RECORDS SHOWN below:
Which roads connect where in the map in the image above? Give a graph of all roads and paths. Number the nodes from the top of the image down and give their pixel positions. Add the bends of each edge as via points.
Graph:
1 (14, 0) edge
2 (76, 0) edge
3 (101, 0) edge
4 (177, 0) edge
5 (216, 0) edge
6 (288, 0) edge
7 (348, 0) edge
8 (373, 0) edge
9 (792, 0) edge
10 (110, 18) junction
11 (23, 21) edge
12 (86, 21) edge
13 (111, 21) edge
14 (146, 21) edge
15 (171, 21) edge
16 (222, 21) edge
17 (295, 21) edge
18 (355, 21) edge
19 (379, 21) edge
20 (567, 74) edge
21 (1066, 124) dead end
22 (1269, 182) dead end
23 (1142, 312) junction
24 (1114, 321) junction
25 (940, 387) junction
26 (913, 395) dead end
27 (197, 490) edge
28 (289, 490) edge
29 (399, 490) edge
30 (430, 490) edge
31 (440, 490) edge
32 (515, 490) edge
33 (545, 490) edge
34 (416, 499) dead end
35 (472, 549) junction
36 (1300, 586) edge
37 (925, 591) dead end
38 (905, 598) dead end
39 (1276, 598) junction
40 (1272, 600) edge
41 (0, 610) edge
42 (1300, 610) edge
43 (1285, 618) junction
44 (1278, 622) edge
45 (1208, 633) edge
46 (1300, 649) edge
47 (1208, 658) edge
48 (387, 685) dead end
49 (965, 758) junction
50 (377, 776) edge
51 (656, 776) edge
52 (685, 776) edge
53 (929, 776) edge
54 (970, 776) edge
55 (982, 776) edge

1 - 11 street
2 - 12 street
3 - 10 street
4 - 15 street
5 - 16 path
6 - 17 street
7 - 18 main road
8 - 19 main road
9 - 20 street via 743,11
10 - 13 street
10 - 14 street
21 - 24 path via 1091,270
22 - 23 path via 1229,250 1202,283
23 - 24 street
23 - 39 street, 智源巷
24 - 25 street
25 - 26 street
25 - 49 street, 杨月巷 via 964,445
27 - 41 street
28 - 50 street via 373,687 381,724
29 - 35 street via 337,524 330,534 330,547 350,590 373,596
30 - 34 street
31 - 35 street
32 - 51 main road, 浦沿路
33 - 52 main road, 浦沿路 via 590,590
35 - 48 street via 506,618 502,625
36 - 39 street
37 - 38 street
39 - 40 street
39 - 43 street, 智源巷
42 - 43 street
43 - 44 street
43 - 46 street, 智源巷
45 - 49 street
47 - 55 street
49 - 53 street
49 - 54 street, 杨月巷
End of RECORDS SHOWN.
WHAT IS BEING ASKED =>
Only a number is wanted. How many lines of the entries above carry "dead"?

ANSWER FOR THE TASK =>
7